(Your instructions) When counting, include every line of the data that holds "Give", then state the total alone.

───

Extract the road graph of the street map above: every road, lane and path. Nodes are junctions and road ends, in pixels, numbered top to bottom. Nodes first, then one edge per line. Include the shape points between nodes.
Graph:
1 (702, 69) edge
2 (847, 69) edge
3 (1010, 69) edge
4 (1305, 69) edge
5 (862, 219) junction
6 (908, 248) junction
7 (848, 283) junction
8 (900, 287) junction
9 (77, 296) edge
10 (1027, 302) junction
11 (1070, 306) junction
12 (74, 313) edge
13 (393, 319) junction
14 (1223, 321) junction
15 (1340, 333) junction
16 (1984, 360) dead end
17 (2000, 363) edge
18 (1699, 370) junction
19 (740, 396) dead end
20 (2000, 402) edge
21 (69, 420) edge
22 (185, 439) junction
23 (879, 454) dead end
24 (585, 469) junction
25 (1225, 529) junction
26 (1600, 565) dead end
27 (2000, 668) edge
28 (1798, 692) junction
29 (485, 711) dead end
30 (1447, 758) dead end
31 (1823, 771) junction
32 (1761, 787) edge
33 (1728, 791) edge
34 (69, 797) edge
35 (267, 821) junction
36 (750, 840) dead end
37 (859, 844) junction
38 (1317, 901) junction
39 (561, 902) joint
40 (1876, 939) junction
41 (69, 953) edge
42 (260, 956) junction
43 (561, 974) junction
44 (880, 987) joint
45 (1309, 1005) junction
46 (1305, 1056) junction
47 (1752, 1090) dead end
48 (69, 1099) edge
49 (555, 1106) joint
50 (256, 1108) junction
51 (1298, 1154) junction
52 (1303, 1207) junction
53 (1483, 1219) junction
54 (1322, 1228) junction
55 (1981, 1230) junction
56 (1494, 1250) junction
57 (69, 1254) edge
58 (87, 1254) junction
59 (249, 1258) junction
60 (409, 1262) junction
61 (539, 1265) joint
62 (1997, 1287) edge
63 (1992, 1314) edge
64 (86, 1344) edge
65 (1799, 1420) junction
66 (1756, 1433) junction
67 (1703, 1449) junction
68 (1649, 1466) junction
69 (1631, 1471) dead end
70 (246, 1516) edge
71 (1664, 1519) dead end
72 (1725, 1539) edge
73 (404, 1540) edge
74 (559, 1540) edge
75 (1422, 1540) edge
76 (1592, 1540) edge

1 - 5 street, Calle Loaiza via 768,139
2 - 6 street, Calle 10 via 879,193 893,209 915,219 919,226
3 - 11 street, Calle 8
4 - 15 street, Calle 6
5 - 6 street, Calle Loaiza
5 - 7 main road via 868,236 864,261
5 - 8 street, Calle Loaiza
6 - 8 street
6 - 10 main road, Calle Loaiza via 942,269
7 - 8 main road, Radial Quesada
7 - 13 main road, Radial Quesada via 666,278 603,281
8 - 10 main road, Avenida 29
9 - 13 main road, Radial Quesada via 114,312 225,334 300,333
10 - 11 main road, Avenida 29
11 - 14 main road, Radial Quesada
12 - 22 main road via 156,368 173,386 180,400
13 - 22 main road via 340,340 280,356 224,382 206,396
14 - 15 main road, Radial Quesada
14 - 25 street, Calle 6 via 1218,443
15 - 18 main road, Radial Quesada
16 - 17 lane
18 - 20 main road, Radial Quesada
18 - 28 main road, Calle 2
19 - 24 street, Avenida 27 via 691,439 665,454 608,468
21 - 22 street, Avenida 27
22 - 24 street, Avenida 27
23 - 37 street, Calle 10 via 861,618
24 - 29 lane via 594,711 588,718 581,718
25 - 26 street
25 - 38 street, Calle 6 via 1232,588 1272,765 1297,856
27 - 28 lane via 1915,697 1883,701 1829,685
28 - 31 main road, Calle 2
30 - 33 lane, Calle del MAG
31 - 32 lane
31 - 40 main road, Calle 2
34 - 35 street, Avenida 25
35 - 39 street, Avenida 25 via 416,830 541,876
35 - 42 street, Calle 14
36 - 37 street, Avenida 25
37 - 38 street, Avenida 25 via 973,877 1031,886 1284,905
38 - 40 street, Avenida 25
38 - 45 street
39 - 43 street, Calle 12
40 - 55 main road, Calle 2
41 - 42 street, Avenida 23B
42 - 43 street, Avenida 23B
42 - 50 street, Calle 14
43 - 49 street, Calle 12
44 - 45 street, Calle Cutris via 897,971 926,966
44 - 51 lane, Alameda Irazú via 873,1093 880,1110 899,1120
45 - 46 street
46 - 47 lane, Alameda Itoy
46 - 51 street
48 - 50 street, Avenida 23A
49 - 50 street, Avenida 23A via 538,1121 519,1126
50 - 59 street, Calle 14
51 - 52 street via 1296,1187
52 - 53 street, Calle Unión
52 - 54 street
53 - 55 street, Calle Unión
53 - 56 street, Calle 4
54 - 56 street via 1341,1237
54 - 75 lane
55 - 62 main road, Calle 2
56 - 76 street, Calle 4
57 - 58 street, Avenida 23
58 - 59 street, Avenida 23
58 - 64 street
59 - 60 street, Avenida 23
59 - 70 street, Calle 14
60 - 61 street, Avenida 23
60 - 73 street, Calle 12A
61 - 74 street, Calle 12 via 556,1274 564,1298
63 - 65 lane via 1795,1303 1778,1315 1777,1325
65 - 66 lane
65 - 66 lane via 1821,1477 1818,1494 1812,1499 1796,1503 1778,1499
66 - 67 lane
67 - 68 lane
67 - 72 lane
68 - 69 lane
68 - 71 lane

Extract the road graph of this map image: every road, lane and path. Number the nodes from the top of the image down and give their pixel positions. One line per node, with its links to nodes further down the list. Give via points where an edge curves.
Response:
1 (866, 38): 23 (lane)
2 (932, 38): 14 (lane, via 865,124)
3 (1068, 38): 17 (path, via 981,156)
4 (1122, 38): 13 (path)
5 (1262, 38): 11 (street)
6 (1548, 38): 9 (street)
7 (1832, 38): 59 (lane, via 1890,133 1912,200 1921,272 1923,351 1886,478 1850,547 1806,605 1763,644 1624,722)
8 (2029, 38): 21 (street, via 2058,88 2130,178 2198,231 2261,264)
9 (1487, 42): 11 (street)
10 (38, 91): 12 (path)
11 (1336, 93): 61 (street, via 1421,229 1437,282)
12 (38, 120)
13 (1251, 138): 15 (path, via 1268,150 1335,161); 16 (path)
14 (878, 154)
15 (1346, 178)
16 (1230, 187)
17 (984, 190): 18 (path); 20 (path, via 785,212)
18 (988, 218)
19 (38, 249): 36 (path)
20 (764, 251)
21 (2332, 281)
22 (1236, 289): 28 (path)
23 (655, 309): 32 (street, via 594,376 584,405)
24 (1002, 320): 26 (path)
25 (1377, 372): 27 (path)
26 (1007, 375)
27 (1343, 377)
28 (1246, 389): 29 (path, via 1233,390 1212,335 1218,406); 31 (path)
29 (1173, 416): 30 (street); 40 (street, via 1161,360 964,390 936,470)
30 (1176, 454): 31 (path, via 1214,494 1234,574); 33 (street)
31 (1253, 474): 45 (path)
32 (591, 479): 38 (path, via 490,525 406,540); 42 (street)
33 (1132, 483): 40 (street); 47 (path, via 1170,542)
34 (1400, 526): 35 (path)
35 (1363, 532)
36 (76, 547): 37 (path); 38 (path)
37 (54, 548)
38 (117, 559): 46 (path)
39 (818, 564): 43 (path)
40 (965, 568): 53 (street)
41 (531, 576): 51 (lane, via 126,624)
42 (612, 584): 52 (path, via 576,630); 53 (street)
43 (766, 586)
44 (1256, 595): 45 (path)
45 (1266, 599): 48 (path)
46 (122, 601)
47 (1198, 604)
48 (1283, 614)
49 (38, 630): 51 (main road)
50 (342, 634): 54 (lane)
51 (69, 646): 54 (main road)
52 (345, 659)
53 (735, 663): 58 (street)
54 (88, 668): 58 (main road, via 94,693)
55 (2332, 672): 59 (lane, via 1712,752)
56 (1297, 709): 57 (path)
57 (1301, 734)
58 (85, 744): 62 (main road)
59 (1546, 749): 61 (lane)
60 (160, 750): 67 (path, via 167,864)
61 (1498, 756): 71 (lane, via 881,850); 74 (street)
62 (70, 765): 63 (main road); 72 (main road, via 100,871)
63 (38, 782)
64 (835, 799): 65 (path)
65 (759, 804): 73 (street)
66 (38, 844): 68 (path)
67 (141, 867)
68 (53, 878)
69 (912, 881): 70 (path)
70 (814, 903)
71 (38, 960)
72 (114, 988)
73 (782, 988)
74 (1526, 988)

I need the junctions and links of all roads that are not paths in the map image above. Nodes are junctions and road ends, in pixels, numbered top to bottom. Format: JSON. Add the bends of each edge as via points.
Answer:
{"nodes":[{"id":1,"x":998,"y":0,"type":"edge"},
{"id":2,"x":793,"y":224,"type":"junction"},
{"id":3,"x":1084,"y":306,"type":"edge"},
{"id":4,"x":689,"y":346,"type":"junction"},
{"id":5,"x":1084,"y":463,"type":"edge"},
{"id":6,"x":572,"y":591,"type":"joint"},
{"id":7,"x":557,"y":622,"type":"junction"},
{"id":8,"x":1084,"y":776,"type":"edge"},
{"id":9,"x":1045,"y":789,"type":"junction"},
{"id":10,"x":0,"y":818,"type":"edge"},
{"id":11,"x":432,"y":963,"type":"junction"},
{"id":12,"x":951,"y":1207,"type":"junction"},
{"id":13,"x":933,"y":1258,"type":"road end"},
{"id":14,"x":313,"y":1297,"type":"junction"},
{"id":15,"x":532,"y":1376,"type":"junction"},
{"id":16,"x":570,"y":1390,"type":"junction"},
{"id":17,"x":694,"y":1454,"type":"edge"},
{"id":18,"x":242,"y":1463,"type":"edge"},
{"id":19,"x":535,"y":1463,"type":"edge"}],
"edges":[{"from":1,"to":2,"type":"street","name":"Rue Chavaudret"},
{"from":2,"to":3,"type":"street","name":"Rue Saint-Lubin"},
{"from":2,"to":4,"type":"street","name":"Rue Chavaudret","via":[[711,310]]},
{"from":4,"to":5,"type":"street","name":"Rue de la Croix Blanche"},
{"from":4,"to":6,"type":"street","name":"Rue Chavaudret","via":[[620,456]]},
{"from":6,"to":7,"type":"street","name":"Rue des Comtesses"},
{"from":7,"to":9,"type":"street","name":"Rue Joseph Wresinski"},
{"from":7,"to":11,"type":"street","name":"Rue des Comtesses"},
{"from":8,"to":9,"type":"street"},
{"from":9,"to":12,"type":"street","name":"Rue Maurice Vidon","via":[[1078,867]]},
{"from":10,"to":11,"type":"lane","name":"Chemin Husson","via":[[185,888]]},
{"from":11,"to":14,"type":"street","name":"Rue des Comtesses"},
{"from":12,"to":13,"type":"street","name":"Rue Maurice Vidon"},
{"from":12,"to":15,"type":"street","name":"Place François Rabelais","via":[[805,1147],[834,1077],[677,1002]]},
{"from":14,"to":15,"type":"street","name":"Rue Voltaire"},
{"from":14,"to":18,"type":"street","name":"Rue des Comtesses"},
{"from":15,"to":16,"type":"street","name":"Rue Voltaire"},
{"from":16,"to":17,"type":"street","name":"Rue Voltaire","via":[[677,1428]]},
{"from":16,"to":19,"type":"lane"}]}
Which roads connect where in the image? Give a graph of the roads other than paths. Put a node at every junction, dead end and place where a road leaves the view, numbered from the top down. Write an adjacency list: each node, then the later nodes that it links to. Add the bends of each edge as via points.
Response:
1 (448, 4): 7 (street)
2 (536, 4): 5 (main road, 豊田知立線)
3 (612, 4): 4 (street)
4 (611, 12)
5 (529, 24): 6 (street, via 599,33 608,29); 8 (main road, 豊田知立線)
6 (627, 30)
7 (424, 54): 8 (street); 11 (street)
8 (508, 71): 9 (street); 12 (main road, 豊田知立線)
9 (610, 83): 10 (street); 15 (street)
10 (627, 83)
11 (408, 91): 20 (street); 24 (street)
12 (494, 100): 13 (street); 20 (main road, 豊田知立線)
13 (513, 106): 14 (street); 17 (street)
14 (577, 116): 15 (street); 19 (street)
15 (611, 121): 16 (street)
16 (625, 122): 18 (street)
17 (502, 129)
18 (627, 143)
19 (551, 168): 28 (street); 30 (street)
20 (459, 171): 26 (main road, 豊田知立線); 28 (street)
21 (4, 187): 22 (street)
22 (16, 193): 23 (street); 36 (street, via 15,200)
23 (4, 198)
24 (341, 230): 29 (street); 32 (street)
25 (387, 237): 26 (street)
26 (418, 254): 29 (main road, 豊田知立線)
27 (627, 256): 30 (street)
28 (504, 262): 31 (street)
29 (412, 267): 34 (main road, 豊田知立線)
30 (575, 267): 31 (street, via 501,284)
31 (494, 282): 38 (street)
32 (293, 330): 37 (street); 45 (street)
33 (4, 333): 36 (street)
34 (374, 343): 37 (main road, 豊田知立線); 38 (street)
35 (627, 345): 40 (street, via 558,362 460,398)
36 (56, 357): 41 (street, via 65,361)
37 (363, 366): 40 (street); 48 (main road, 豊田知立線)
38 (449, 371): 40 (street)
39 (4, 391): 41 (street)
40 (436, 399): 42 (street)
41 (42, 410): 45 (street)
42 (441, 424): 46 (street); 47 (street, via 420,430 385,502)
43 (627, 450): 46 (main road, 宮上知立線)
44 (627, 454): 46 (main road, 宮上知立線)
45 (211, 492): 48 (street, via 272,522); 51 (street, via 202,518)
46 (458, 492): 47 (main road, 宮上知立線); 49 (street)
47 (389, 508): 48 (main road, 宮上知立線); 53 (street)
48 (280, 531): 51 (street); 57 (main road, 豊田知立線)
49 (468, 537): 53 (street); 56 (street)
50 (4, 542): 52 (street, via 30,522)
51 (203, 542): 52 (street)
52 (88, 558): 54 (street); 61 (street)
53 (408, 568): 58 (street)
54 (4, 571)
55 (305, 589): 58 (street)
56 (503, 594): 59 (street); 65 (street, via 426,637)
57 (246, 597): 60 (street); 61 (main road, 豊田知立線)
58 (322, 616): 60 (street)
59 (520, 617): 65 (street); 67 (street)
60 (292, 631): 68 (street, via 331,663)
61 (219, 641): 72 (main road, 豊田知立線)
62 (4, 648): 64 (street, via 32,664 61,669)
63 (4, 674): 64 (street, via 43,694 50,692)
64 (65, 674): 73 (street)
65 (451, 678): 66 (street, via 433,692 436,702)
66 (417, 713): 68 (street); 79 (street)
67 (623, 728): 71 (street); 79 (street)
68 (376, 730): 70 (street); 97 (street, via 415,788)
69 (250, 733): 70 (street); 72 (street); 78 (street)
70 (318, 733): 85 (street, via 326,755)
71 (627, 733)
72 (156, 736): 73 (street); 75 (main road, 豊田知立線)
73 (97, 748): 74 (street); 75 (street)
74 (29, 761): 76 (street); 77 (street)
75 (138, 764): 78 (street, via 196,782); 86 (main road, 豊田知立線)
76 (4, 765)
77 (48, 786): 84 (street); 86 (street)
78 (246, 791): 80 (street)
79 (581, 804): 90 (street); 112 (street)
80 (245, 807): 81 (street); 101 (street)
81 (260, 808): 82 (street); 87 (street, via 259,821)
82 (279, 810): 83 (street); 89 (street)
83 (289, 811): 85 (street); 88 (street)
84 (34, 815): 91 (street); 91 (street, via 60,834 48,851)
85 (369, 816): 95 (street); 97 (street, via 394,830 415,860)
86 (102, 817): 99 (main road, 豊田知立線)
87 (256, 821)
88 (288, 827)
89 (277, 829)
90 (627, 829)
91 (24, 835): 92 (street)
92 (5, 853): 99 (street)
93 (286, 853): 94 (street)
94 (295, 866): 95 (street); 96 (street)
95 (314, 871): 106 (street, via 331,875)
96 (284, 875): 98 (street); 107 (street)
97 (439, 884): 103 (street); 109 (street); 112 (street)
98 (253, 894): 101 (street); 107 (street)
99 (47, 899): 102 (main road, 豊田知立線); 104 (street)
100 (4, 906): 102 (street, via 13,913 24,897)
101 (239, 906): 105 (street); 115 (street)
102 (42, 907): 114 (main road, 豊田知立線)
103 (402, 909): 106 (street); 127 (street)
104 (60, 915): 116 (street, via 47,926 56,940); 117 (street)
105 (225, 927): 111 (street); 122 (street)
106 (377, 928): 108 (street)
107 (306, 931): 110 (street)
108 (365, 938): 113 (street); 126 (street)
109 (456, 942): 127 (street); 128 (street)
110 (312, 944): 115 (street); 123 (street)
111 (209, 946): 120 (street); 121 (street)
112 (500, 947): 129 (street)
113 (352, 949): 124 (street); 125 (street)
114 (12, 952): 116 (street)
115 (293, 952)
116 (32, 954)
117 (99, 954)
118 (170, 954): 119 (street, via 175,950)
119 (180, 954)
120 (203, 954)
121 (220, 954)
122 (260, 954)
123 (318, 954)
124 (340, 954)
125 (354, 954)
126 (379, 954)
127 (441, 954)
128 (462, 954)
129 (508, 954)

───

(Answer to this problem) 2